__Problem to work on__
Below are entries; work out how many of their lines include the string "Answer", and reply with the number only.

[Items from a data source]
*-*-*
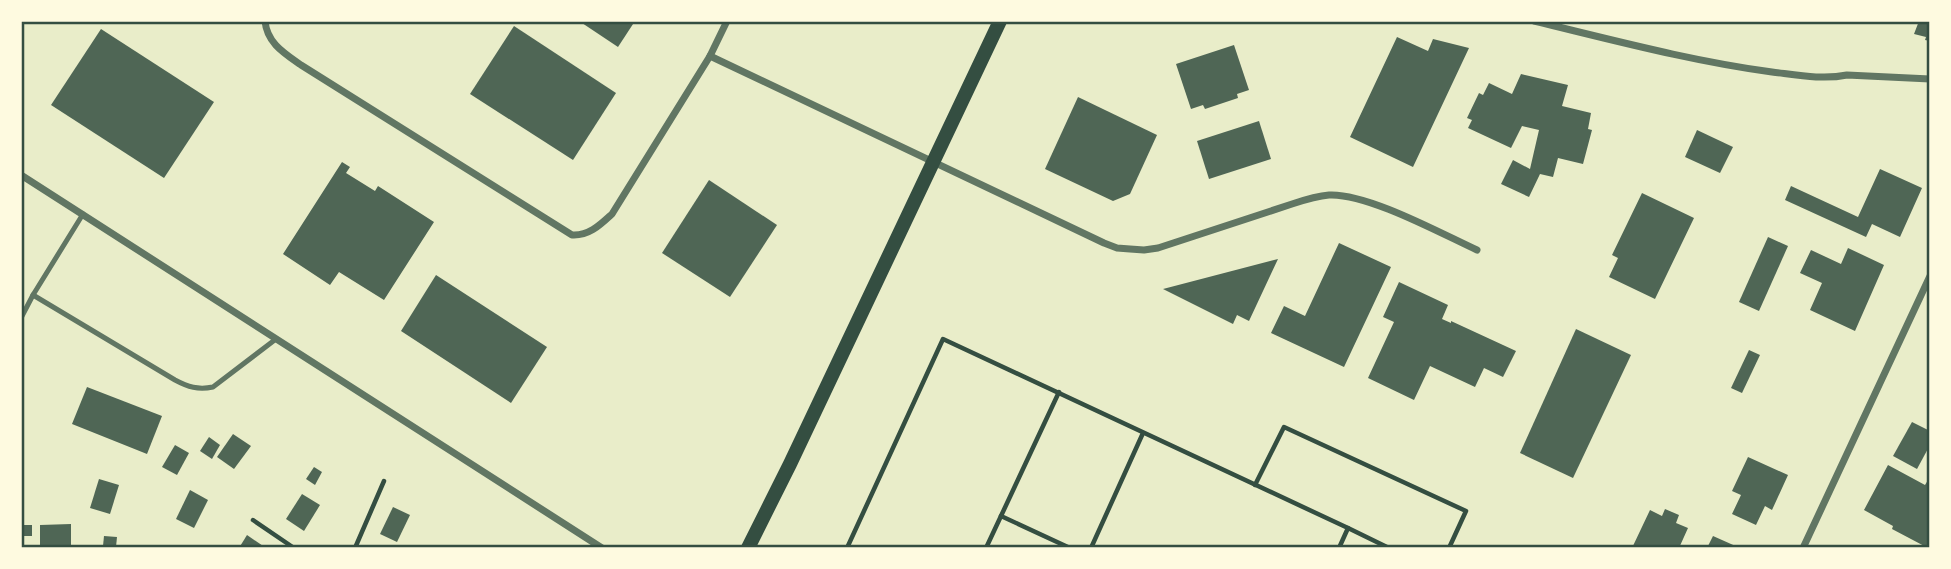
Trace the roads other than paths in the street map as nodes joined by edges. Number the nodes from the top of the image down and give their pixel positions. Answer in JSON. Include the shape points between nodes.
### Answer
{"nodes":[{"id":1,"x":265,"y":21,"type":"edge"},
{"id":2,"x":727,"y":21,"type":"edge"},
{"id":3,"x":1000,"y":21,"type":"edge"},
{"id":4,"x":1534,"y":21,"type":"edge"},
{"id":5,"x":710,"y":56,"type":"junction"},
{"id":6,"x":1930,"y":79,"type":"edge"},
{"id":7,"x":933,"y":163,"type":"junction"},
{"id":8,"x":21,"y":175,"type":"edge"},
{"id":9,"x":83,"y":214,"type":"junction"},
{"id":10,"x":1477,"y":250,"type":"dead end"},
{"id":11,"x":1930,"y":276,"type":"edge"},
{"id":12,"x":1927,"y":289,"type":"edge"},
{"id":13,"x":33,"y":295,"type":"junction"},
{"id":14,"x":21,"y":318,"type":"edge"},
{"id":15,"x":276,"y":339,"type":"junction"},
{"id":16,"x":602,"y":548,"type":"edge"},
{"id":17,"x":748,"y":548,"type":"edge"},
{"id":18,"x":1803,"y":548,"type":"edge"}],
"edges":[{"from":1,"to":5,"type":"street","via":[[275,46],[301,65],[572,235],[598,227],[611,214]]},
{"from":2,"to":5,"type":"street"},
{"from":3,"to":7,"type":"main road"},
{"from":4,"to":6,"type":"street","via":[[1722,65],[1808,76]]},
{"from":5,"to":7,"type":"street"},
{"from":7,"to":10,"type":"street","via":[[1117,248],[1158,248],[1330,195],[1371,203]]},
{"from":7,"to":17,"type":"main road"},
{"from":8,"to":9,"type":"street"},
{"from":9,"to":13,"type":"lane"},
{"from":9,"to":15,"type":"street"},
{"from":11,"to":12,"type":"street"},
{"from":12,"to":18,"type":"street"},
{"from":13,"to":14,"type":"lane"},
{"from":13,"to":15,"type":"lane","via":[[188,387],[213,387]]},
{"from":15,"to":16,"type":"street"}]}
*-*-*
__Response__
2